→ Instructions for the task:
From the line with "thumb ip: (273, 161)" to the line with "pinky tip: (1083, 856)", output every line below exactly, both ends included. Skip the pictures.

→ Exercise data:
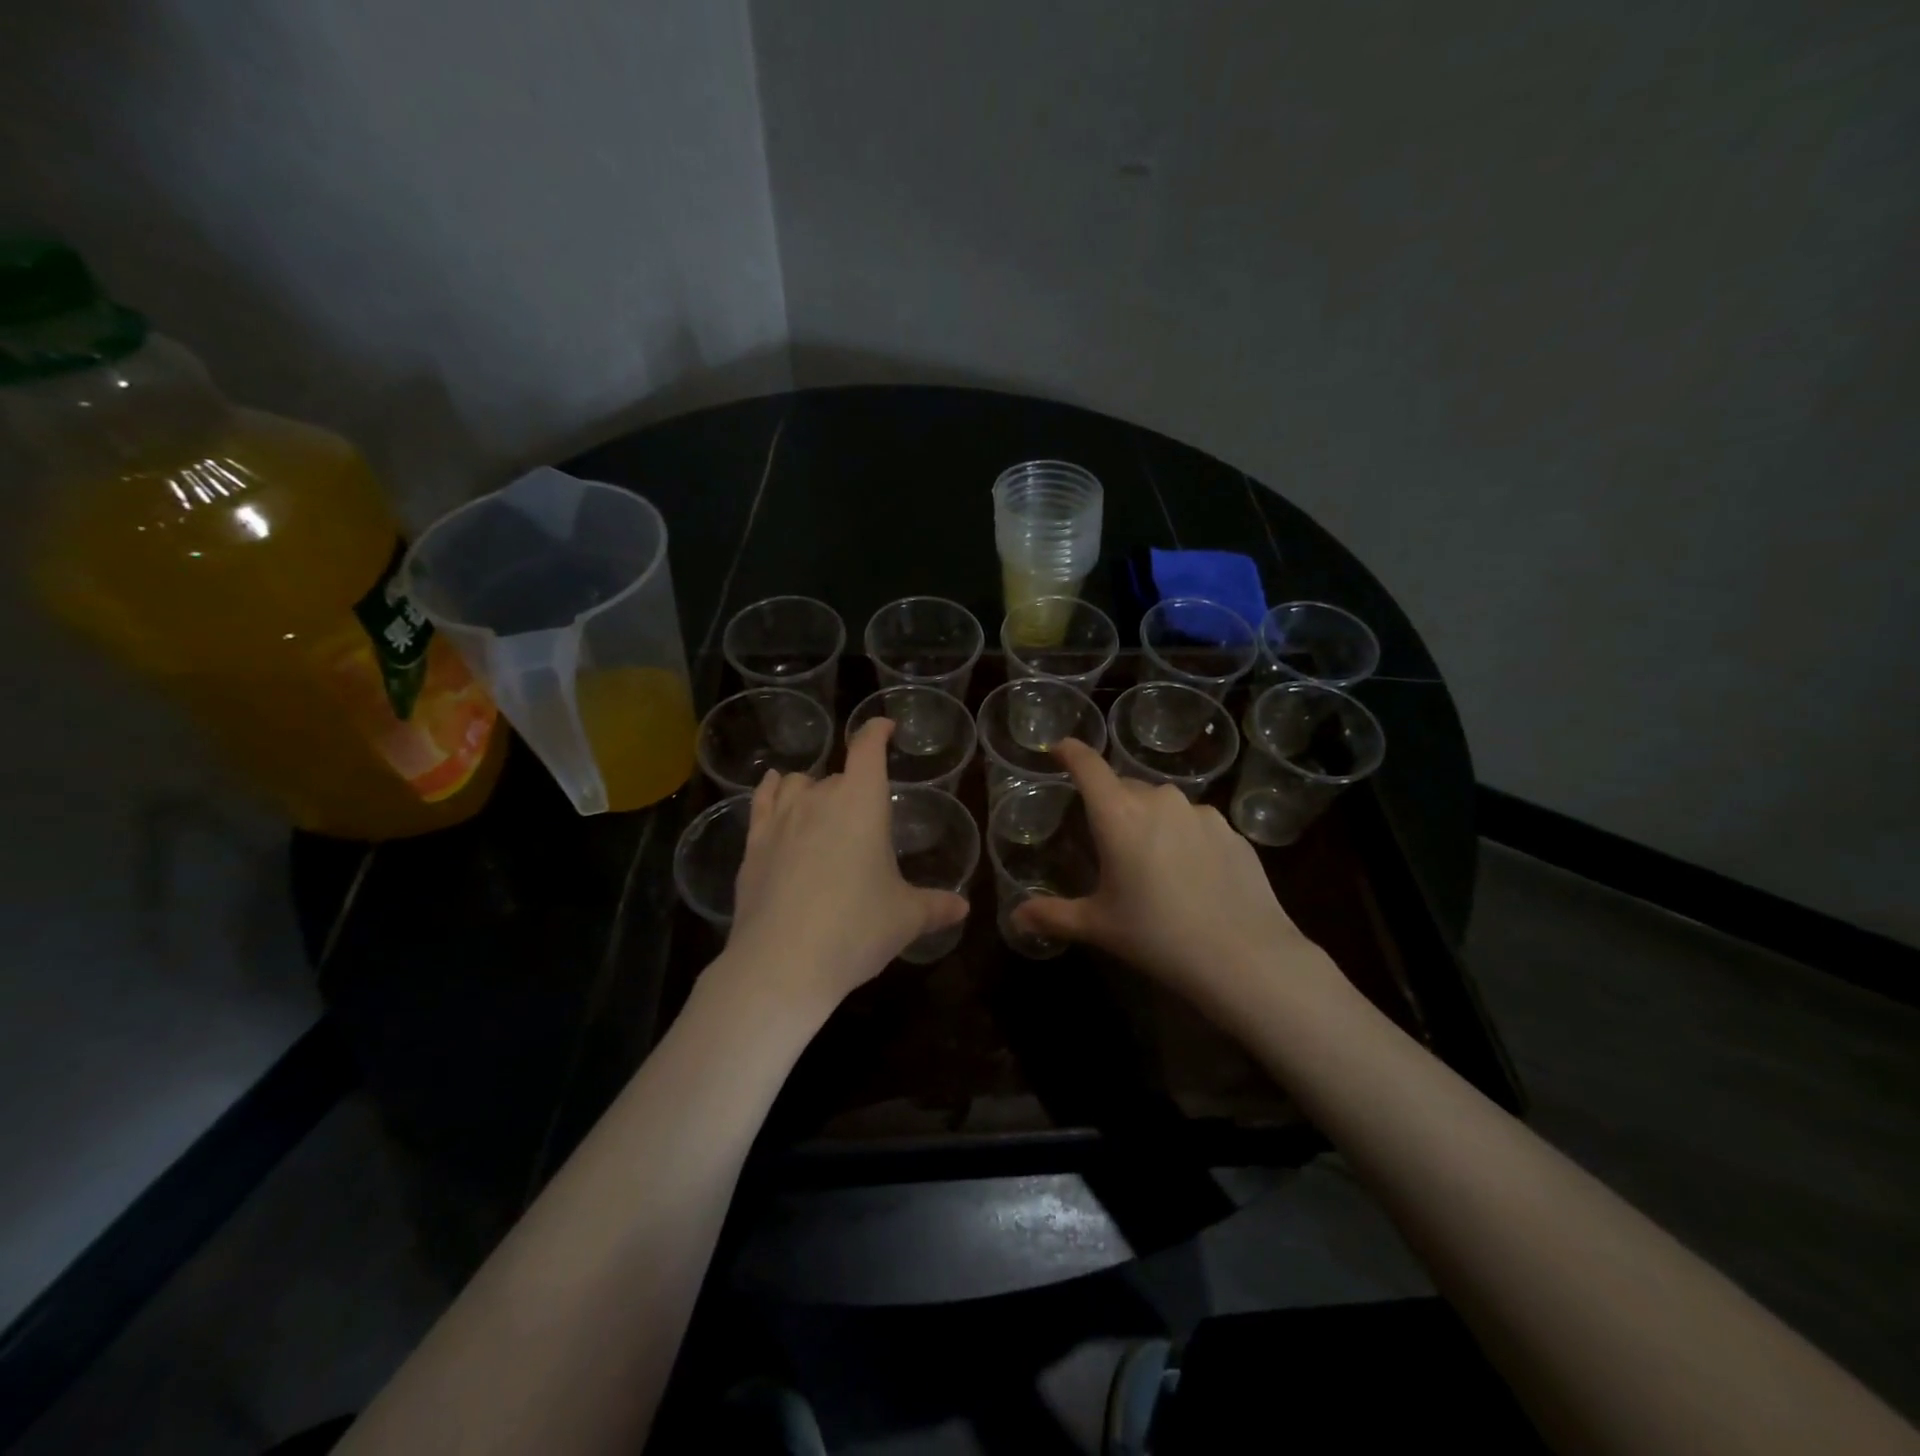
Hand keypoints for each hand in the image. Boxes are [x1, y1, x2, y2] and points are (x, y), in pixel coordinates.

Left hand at [718, 717, 969, 1020]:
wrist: (783, 963)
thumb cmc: (856, 929)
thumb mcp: (906, 918)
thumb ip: (936, 906)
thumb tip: (962, 908)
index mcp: (861, 802)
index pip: (868, 748)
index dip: (877, 731)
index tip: (885, 727)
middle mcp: (818, 798)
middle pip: (837, 774)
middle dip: (853, 785)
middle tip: (865, 817)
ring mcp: (780, 819)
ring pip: (796, 783)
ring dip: (812, 788)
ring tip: (821, 805)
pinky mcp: (752, 845)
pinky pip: (761, 802)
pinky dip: (771, 793)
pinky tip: (773, 793)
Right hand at [1012, 739, 1329, 1013]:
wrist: (1245, 958)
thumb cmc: (1158, 937)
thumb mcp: (1099, 926)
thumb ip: (1053, 915)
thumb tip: (1017, 918)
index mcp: (1119, 815)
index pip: (1088, 766)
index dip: (1070, 752)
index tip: (1058, 749)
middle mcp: (1160, 801)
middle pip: (1124, 785)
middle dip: (1110, 802)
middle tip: (1105, 838)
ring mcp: (1202, 813)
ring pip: (1163, 804)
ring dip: (1149, 820)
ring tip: (1151, 861)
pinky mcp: (1233, 831)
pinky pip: (1196, 823)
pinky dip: (1184, 836)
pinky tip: (1191, 874)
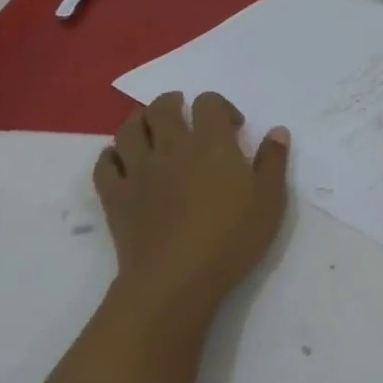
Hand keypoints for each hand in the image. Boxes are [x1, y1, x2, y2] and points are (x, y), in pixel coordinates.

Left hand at [95, 91, 290, 306]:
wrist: (176, 279)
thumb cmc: (230, 238)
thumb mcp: (269, 200)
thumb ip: (273, 161)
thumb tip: (277, 130)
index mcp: (211, 143)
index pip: (208, 102)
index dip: (220, 106)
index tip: (232, 127)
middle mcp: (171, 146)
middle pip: (162, 107)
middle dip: (173, 103)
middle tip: (184, 114)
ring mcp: (138, 170)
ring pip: (129, 128)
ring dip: (140, 121)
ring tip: (151, 129)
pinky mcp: (115, 196)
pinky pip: (104, 164)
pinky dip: (111, 155)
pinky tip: (122, 161)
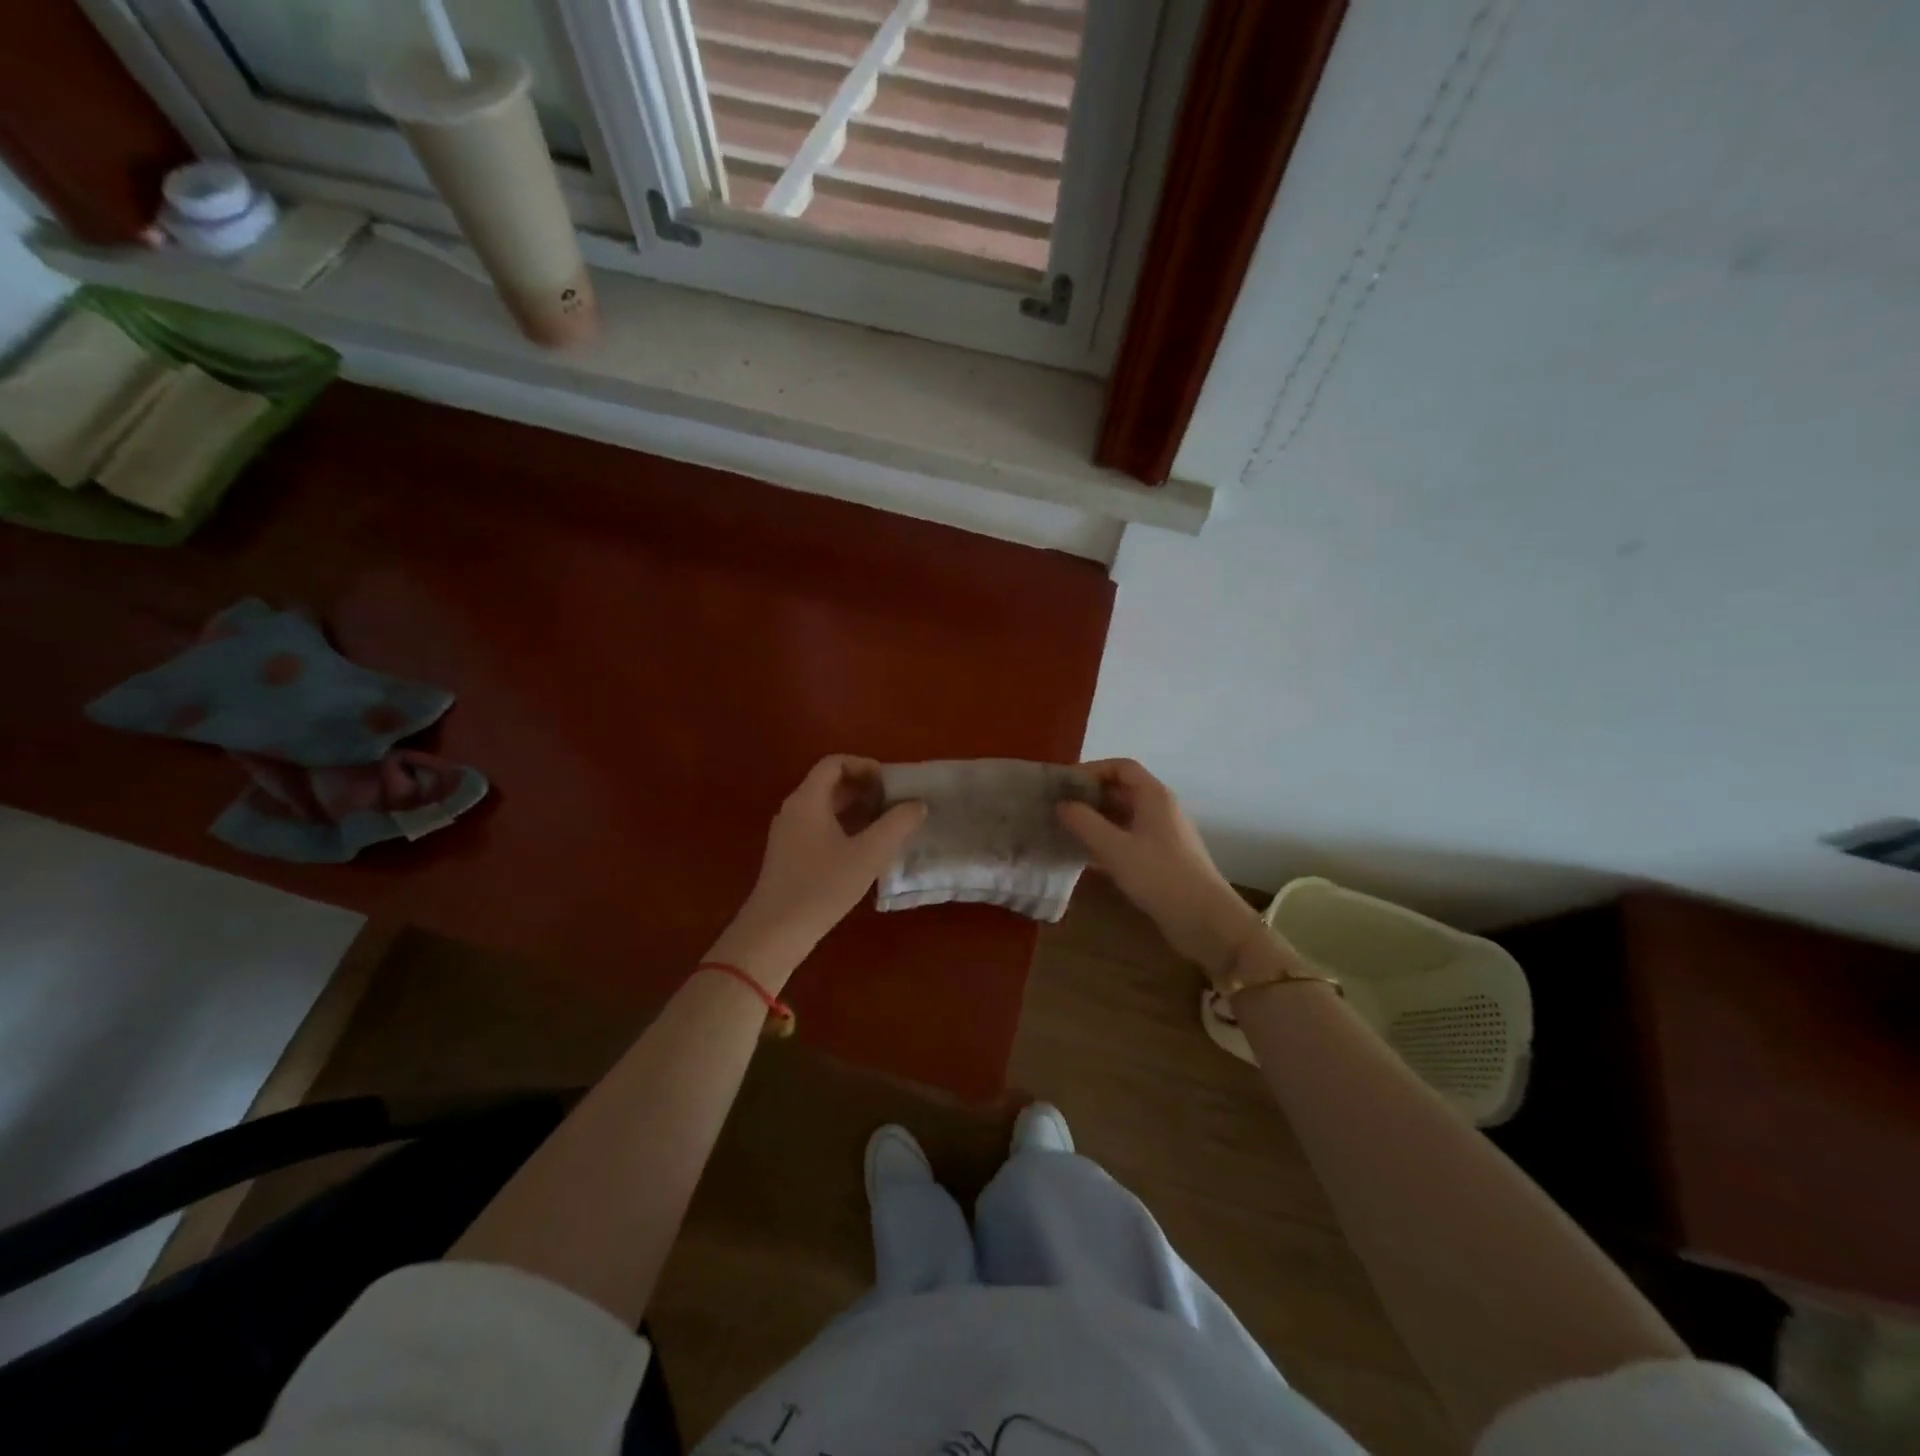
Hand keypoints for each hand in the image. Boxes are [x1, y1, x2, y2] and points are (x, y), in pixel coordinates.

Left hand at [709, 755, 925, 985]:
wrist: (775, 932)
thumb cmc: (822, 887)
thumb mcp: (868, 855)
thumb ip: (896, 825)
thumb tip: (917, 804)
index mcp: (807, 800)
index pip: (834, 763)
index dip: (864, 766)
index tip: (890, 783)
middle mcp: (794, 810)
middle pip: (829, 783)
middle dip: (864, 788)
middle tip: (894, 803)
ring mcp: (788, 833)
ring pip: (825, 807)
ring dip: (856, 809)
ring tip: (886, 825)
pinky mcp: (789, 855)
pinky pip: (819, 827)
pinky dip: (844, 827)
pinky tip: (864, 849)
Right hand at [1058, 759, 1262, 976]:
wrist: (1205, 920)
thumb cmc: (1160, 876)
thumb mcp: (1115, 848)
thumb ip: (1084, 823)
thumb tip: (1062, 804)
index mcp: (1154, 796)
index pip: (1121, 767)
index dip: (1091, 770)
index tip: (1064, 784)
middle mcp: (1159, 809)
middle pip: (1121, 789)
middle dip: (1089, 795)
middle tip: (1057, 807)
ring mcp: (1161, 835)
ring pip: (1123, 816)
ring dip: (1095, 820)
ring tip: (1064, 829)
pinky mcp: (1160, 859)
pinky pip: (1127, 839)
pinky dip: (1105, 841)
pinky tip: (1083, 856)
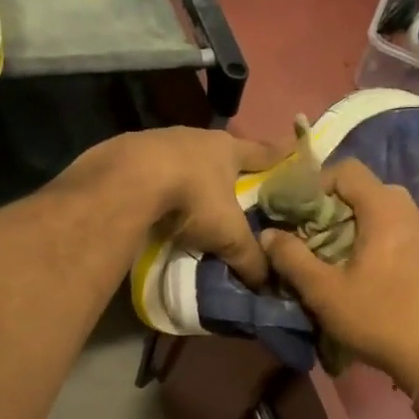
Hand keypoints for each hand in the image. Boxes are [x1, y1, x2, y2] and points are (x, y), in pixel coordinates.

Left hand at [111, 127, 276, 287]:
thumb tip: (266, 282)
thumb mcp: (228, 235)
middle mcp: (197, 137)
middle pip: (221, 152)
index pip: (262, 152)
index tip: (290, 154)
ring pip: (185, 158)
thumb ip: (250, 258)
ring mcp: (161, 139)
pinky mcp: (130, 151)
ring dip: (190, 175)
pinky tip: (157, 199)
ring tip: (194, 196)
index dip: (278, 157)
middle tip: (237, 185)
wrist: (128, 180)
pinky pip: (153, 168)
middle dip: (228, 168)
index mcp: (228, 148)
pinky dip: (159, 182)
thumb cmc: (192, 198)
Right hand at [260, 160, 418, 391]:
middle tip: (307, 232)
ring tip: (326, 252)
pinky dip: (368, 235)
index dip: (315, 183)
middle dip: (330, 205)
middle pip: (361, 188)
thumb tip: (267, 234)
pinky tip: (355, 268)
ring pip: (376, 209)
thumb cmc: (379, 319)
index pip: (346, 169)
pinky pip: (391, 227)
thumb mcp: (324, 291)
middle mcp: (407, 210)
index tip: (294, 212)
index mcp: (384, 209)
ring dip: (348, 223)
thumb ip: (291, 258)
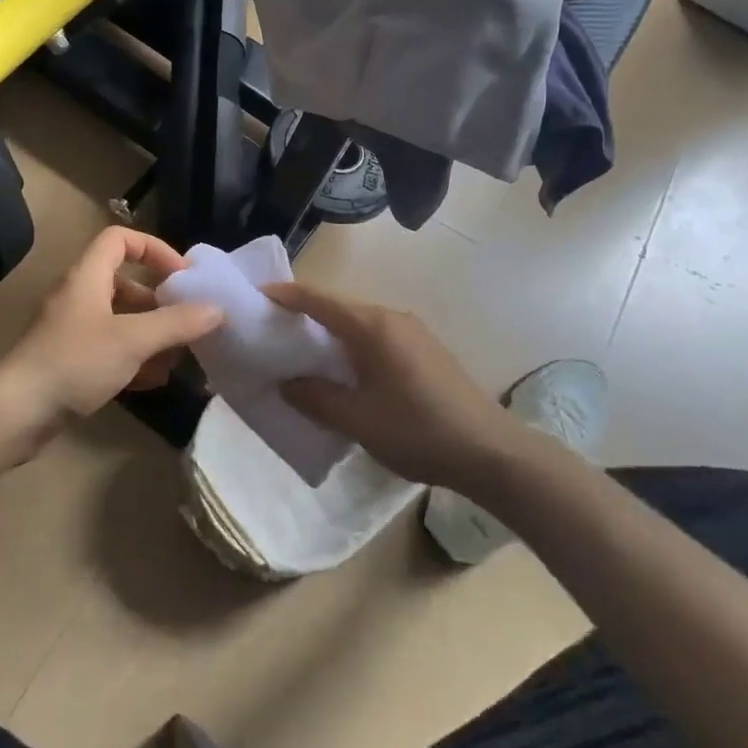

→ Answer section:
thumb ip: (273, 161)
thumb tip: (277, 130)
index mcp: (211, 143)
index pip: (208, 102)
index dip: (220, 106)
index tip: (232, 127)
middle mcp: (171, 146)
middle pip: (162, 107)
middle dip: (173, 103)
middle tip: (184, 114)
ring mcp: (138, 170)
ring pip: (129, 128)
ring dip: (140, 121)
ring tip: (151, 129)
pinky mcp: (115, 196)
pinky pip: (104, 164)
pinky dip: (111, 155)
pinky tip: (122, 161)
Hand keypoints for each hand in the image. Boxes are [x1, y1, x2, y2] and points are (x, y), in pixel coordinates.

Left hand at [709, 755, 925, 985]:
wrist: (775, 932)
thumb cmc: (822, 887)
thumb mcp: (868, 855)
thumb ip: (896, 825)
thumb tip: (917, 804)
index mcp: (807, 800)
index pip: (834, 763)
index dip: (864, 766)
index tip: (890, 783)
middle mcp: (794, 810)
middle pip: (829, 783)
middle dip: (864, 788)
middle tip: (894, 803)
ring mcp: (788, 833)
ring pip: (825, 807)
ring dip: (856, 809)
ring tip: (886, 825)
pinky mcp: (789, 855)
pinky pip: (819, 827)
pinky dip: (844, 827)
pinky tip: (864, 849)
Right hand at [1058, 759, 1262, 976]:
wrist: (1205, 920)
thumb cmc: (1160, 876)
thumb mcp: (1115, 848)
thumb ip: (1084, 823)
thumb tip: (1062, 804)
index mcp: (1154, 796)
index pip: (1121, 767)
index dip: (1091, 770)
index tip: (1064, 784)
middle mcp: (1159, 809)
middle pip: (1121, 789)
middle dip: (1089, 795)
middle tip: (1057, 807)
ring mcp: (1161, 835)
ring pip: (1123, 816)
ring dip: (1095, 820)
ring tip: (1064, 829)
pinky mcp: (1160, 859)
pinky pip: (1127, 839)
pinky dip: (1105, 841)
pinky tip: (1083, 856)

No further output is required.